Every application has tasks that need to run on a schedule. Database cleanups, billing reconciliation, report generation, third-party syncs, health checks — the list grows with every sprint. The question isn't whether you need scheduled tasks, but where that code should live.
The traditional answer is cron: write a shell script, deploy it to a server, add a crontab entry. It works, but it pulls your business logic out of your application and into a completely separate environment — one with different tooling, different deployment processes, and different (usually worse) observability.
There's a better model: keep your logic in your backend, expose it as an HTTP endpoint, and let a scheduling service call it on a timer. Your code stays where it belongs. The scheduling, retries, and monitoring become someone else's problem.
The Cron Approach: Logic in Two Places
Here's what a typical cron-based scheduled task looks like in practice:
#!/bin/bash
# /scripts/expire-trials.sh — runs nightly via cron
DB_HOST="${DB_HOST:-localhost}"
DB_NAME="${DB_NAME:-myapp}"
expired=$(mongo "$DB_HOST/$DB_NAME" --quiet --eval '
db.users.updateMany(
{ trialEndsAt: { $lt: new Date() }, status: "trialing" },
{ $set: { status: "expired" } }
).modifiedCount
')
if [ "$expired" -gt 0 ]; then
curl -sf -X POST https://hooks.slack.com/services/XXX \
-d "{\"text\": \"Expired $expired trial(s)\"}"
fi
0 3 * * * /scripts/expire-trials.sh >> /var/log/expire-trials.log 2>&1
This works. But look at what happened: your trial expiration logic — a core business rule — now lives in a bash script on a separate server, disconnected from your application code. It has its own database connection string, its own error handling (or lack of it), its own logging, and its own deployment process. If a new developer joins the team, they won't find this logic by reading the application code. They'll discover it when something breaks.

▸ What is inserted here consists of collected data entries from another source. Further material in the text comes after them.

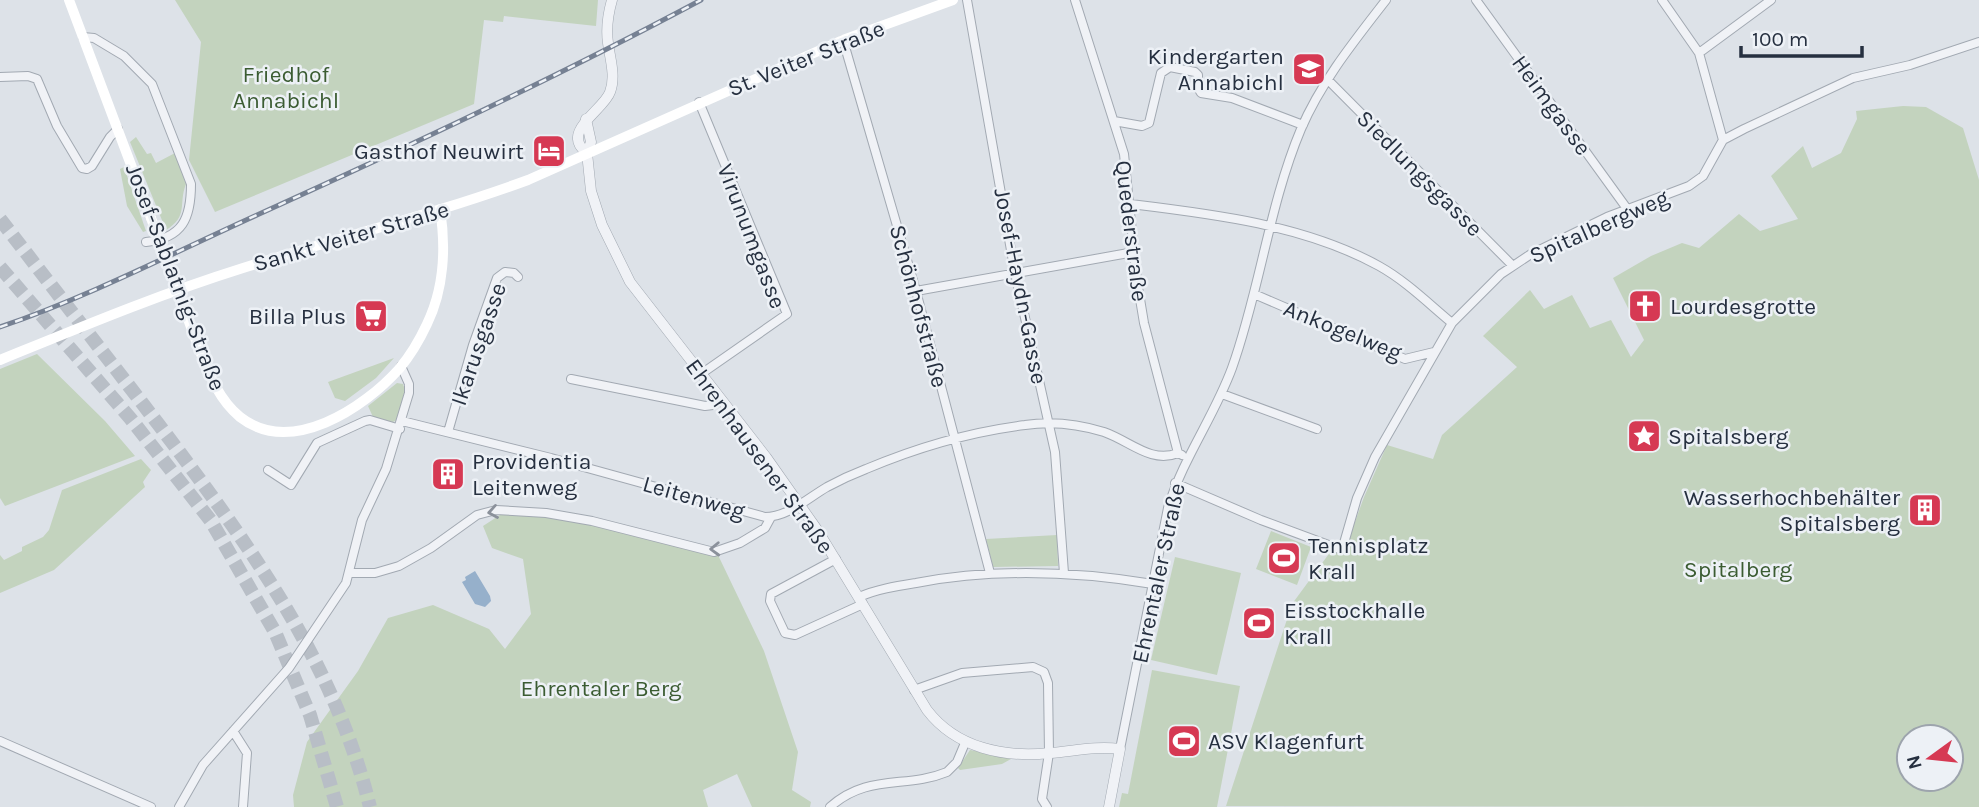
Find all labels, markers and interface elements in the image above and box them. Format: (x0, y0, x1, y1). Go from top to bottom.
scale bar (1741, 14, 1862, 58)
street label: St. Veiter Straße (724, 15, 889, 102)
text: 100 m (1752, 27, 1809, 51)
place label: Kindergarten Annabichl (1148, 43, 1284, 96)
school or university icon: Kindergarten Annabichl (1290, 50, 1328, 88)
street label: Heimgasse (1506, 50, 1597, 161)
park label: Friedhof Annabichl (233, 61, 339, 114)
street label: Siedlungsgasse (1351, 105, 1488, 242)
hotel icon: Gasthof Neuwirt (530, 132, 568, 170)
place label: Gasthof Neuwirt (354, 138, 524, 165)
street label: Quederstraße (1109, 159, 1154, 303)
street label: Josef-Sablatnig-Straße (120, 160, 231, 394)
street label: Virunumgasse (712, 160, 792, 312)
street label: Spitalbergweg (1525, 184, 1673, 269)
street label: Josef-Haydn-Gasse (988, 186, 1053, 387)
street label: Sankt Veiter Straße (250, 196, 452, 277)
street label: Schönhofstraße (884, 222, 953, 391)
street label: Ikarusgasse (445, 279, 512, 409)
church icon: Lourdesgrotte (1626, 287, 1664, 325)
place label: Lourdesgrotte (1670, 293, 1816, 320)
street label: Ankogelweg (1280, 294, 1406, 366)
supermarket icon: Billa Plus (352, 297, 390, 335)
place label: Billa Plus (249, 303, 346, 330)
street label: Ehrenhausener Straße (680, 354, 839, 559)
place icon: Spitalsberg (1625, 417, 1663, 455)
place label: Spitalsberg (1668, 423, 1788, 450)
place label: Providentia Leitenweg (472, 448, 592, 501)
building icon: Providentia Leitenweg (429, 455, 467, 493)
street label: Leitenweg (640, 470, 748, 525)
street label: Ehrentaler Straße (1126, 480, 1191, 666)
place label: Wasserhochbehälter Spitalsberg (1684, 484, 1901, 537)
building icon: Wasserhochbehälter Spitalsberg (1906, 491, 1944, 529)
one-way arrow (487, 504, 499, 519)
place label: Tennisplatz Krall (1308, 532, 1428, 585)
sports icon: Tennisplatz Krall (1265, 539, 1303, 577)
one-way arrow (709, 542, 720, 557)
park label: Spitalberg (1684, 556, 1792, 583)
place label: Eisstockhalle Krall (1284, 597, 1425, 650)
sports icon: Eisstockhalle Krall (1240, 604, 1278, 642)
park label: Ehrentaler Berg (520, 675, 682, 702)
sports icon: ASV Klagenfurt (1165, 722, 1203, 760)
north arrow (1895, 723, 1965, 793)
place label: ASV Klagenfurt (1208, 728, 1364, 755)
text: N (1902, 753, 1927, 772)

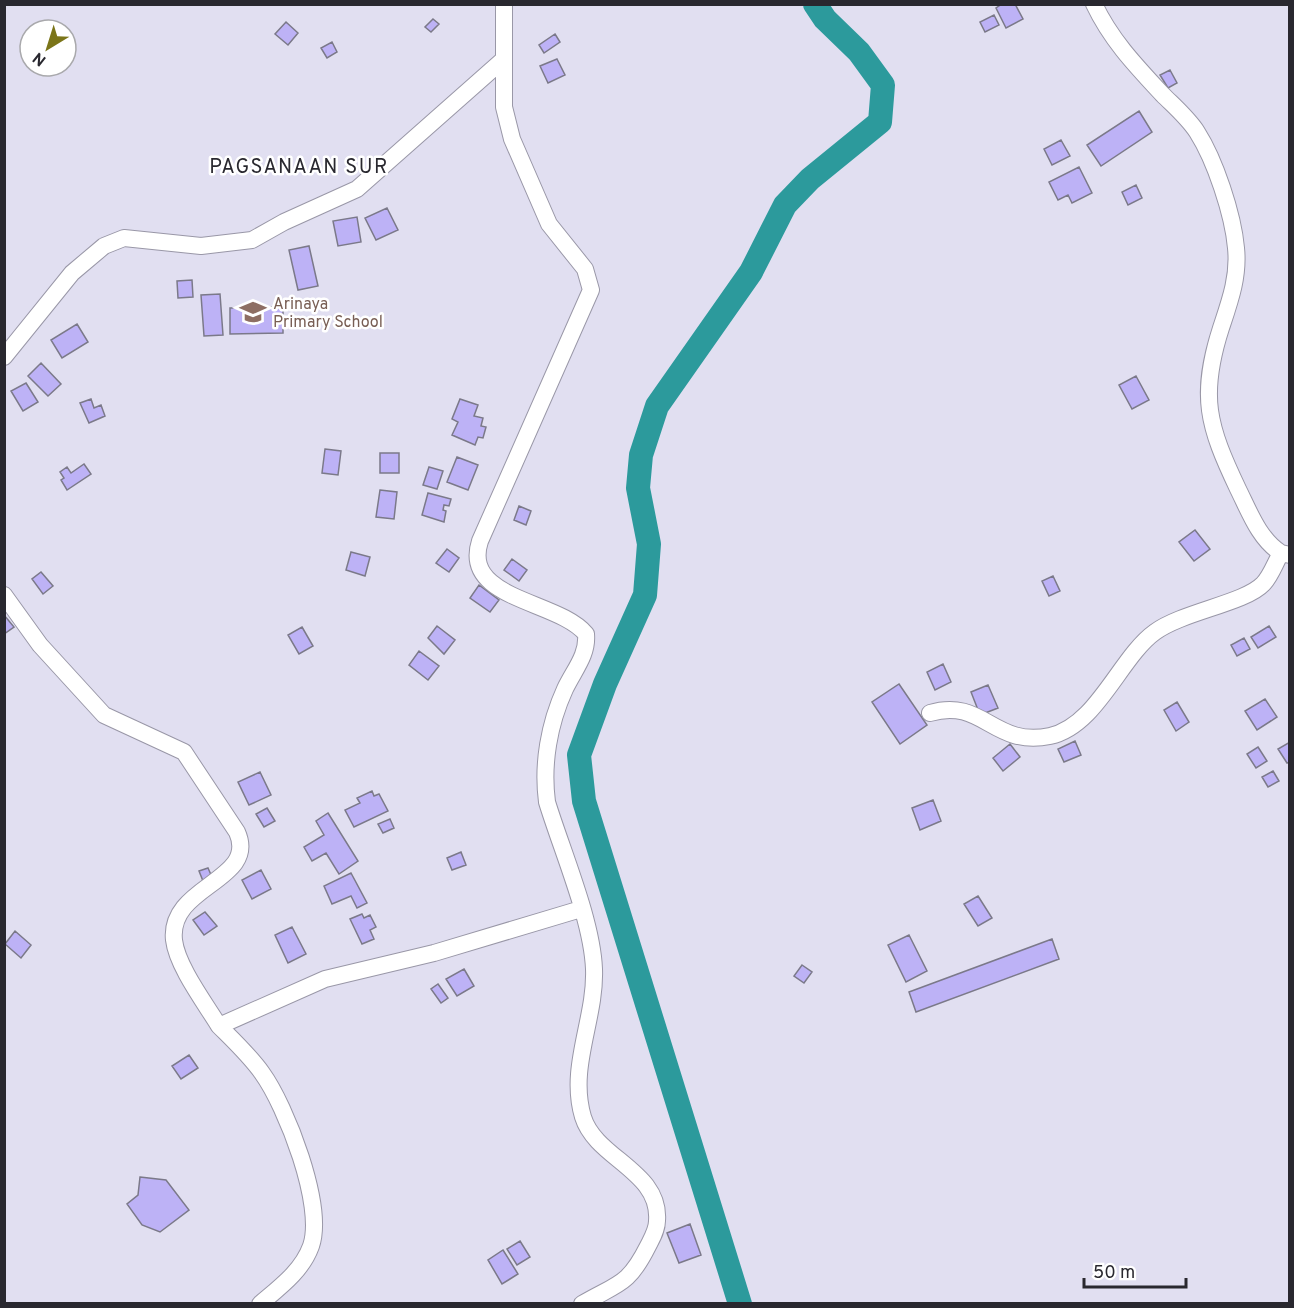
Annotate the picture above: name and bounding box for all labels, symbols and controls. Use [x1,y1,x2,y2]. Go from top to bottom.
north arrow [18,18,78,78]
text: N [29,47,51,70]
district label: PAGSANAAN SUR [209,155,389,181]
place label: Arinaya Primary School [273,295,383,333]
school or university icon: Arinaya Primary School [238,297,268,327]
scale bar [1084,1251,1186,1289]
text: 50 m [1093,1262,1135,1285]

Now multiply this by every scheduled task in your system. You end up with a /scripts folder full of bash, a cron server that nobody wants to touch, and business logic scattered across two different environments.
The HTTP Approach: Logic in One Place
The same task, implemented as an API endpoint:
// POST /api/internal/expire-trials
export async function expireTrials(req: Request, res: Response) {
const result = await User.updateMany(
{ trialEndsAt: { $lt: new Date() }, status: 'trialing' },
{ $set: { status: 'expired' } },
);
if (result.modifiedCount > 0) {
await slackService.notify(`Expired ${result.modifiedCount} trial(s)`);
}
res.json({
expired: result.modifiedCount,
timestamp: new Date().toISOString(),
});
}
The logic is identical. The difference is where it lives: inside your application, using your ORM, your service layer, your error handling, your logging, your language. It's a regular route handler — you can write unit tests for it, add middleware, deploy it through your CI/CD pipeline, and find it by searching the codebase.

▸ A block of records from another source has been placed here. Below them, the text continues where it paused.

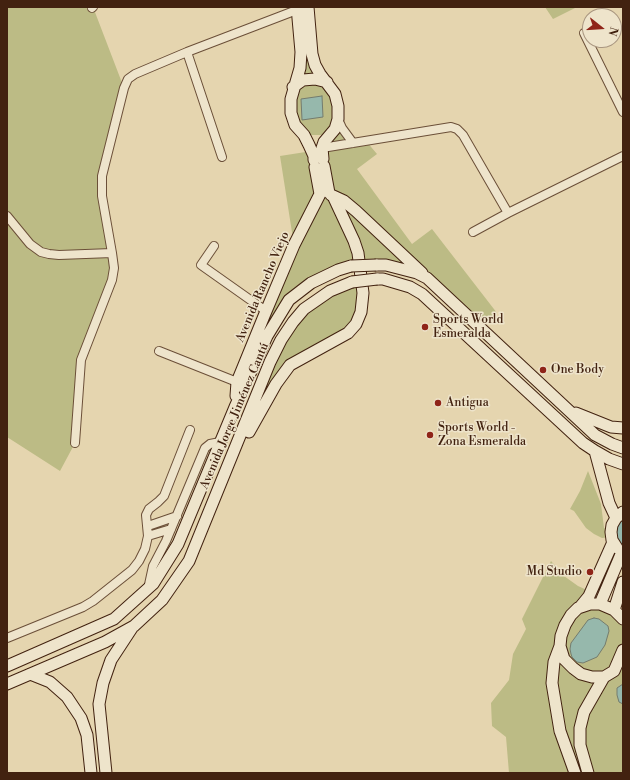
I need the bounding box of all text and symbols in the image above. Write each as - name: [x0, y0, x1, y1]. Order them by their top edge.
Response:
- north arrow: [582, 8, 622, 48]
- text: N: [605, 25, 620, 37]
- street label: Avenida Rancho Viejo: [233, 230, 293, 344]
- place label: Sports World Esmeralda: [433, 313, 503, 341]
- marker: Sports World Esmeralda: [420, 322, 430, 332]
- street label: Avenida Jorge Jiménez Cantú: [198, 341, 272, 491]
- place label: One Body: [551, 363, 604, 377]
- marker: One Body: [538, 365, 548, 375]
- place label: Antigua: [446, 396, 489, 410]
- marker: Antigua: [433, 398, 443, 408]
- place label: Sports World - Zona Esmeralda: [438, 421, 526, 449]
- marker: Sports World - Zona Esmeralda: [425, 430, 435, 440]
- place label: Md Studio: [527, 565, 582, 579]
- marker: Md Studio: [585, 567, 595, 577]

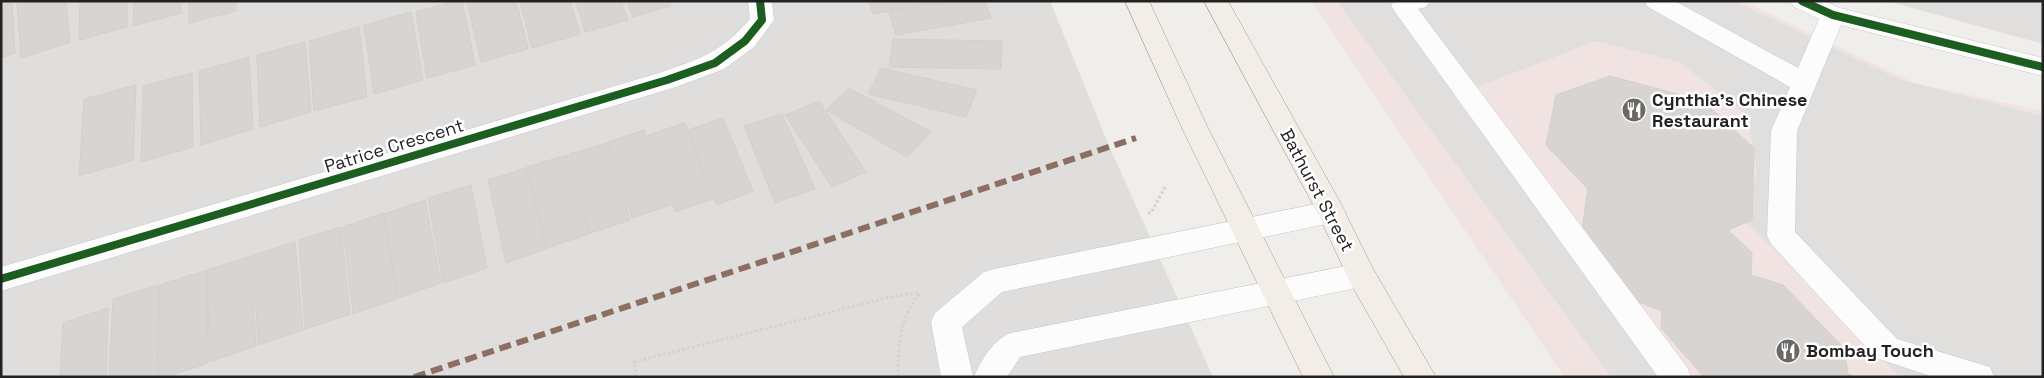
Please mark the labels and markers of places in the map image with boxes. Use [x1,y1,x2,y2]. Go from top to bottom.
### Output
place label: Cynthia's Chinese Restaurant [1652,88,1807,132]
restaurant icon: Cynthia's Chinese Restaurant [1621,97,1647,123]
restaurant icon: Bombay Touch [1775,338,1801,364]
place label: Bombay Touch [1806,339,1934,362]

The endpoint doesn't care who calls it or when. That's the scheduling service's job. You point Runhooks at POST /api/internal/expire-trials, set the schedule to 0 3 * * *, and you're done. Your application handles the "what." Runhooks handles the "when."
Why HTTP-First Scheduling Is Better
This isn't just an aesthetic preference. Keeping scheduled logic in your backend gives you concrete, practical advantages that cron scripts can't match.
1. Your Code Is Testable
API endpoints are functions. You can unit test them, integration test them, and call them from a test suite with predictable inputs and assertions on the output.
describe('POST /api/internal/expire-trials', () => {
it('expires users past trial end date', async () => {
await createUser({ status: 'trialing', trialEndsAt: daysAgo(1) });
await createUser({ status: 'trialing', trialEndsAt: daysFromNow(5) });
const res = await request(app)
.post('/api/internal/expire-trials')
.expect(200);
expect(res.body.expired).toBe(1);
});
});
Try writing a meaningful test for a bash script that shells out to mongo and curl. It's possible, but nobody does it — and that's the problem.
2. You Get Real Monitoring
Your backend already has structured logging, APM tracing, error tracking (Sentry, Datadog, etc.), and performance metrics. When your scheduled task runs as an API endpoint, it automatically participates in all of that infrastructure. A slow query shows up in your APM dashboard. An unhandled exception fires a Sentry alert. Response times are tracked over time.
With a cron script, you get >> /var/log/something.log 2>&1. Good luck correlating that with anything.
How Runhooks adds to this: On top of your existing backend monitoring, Runhooks captures every execution with its HTTP status, response body, duration, and attempt number. You get a dedicated dashboard for your scheduled tasks — separate from but complementary to your application monitoring. When a job fails after all retries, Runhooks sends an alert via email or webhook so the failure is surfaced immediately, not buried in a log file.
3. You Use Your Own Language and Framework
Cron scripts are almost always bash. That means string manipulation instead of typed objects, curl instead of your HTTP client, raw database commands instead of your ORM, and ad-hoc error handling instead of your framework's middleware stack.
When your scheduled task is an API endpoint, you write it in the same language as the rest of your application. You have access to your models, services, utilities, configuration, and dependency injection. You don't context-switch between "application code" and "script code."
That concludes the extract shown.